◆ Dataset content ◆
▼
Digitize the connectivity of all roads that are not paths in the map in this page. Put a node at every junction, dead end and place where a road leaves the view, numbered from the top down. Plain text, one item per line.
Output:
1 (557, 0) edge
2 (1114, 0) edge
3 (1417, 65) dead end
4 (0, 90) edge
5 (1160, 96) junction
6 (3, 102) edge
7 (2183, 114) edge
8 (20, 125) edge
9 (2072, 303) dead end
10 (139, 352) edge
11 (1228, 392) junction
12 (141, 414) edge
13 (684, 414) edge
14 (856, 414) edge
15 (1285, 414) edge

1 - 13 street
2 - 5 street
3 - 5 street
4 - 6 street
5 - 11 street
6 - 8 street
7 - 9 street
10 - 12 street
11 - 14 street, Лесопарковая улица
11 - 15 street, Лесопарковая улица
▲
▼
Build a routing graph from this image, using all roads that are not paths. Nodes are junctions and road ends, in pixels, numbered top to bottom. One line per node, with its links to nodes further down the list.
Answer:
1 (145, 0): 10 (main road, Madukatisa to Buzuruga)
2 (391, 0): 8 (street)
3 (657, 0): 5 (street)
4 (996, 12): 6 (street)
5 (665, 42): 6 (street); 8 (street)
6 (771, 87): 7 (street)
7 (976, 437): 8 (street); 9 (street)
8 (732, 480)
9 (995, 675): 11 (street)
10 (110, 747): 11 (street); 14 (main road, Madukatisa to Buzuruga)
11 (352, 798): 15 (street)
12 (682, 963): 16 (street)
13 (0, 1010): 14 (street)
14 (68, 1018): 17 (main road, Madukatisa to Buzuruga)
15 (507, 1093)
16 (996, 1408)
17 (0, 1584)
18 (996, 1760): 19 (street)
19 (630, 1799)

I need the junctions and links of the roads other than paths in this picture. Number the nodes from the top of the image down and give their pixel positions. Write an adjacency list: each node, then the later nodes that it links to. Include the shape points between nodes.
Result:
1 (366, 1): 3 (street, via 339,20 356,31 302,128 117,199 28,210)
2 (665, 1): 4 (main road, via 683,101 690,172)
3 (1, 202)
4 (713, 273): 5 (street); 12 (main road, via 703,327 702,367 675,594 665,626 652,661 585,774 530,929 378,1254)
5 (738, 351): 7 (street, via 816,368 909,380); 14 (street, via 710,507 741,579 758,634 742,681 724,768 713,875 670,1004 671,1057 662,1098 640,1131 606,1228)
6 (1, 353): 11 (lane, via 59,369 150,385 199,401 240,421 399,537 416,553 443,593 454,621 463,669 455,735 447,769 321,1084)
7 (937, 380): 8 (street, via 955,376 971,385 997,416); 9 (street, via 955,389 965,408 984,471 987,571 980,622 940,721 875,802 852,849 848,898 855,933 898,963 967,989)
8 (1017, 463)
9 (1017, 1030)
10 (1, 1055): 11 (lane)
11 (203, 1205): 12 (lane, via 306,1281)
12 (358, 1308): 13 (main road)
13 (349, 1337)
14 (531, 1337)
▲
◆ To do ◆
Every line in the data that holds the string "from" should be copied.

◆ Exercise result ◆
Digitize the connectivity of all roads that are not paths in the map in this page. Put a node at every junction, dead end and place where a road leaves the view, numbered from the top down. Plain text, one item per line.
Build a routing graph from this image, using all roads that are not paths. Nodes are junctions and road ends, in pixels, numbered top to bottom. One line per node, with its links to nodes further down the list.
I need the junctions and links of the roads other than paths in this picture. Number the nodes from the top of the image down and give their pixel positions. Write an adjacency list: each node, then the later nodes that it links to. Include the shape points between nodes.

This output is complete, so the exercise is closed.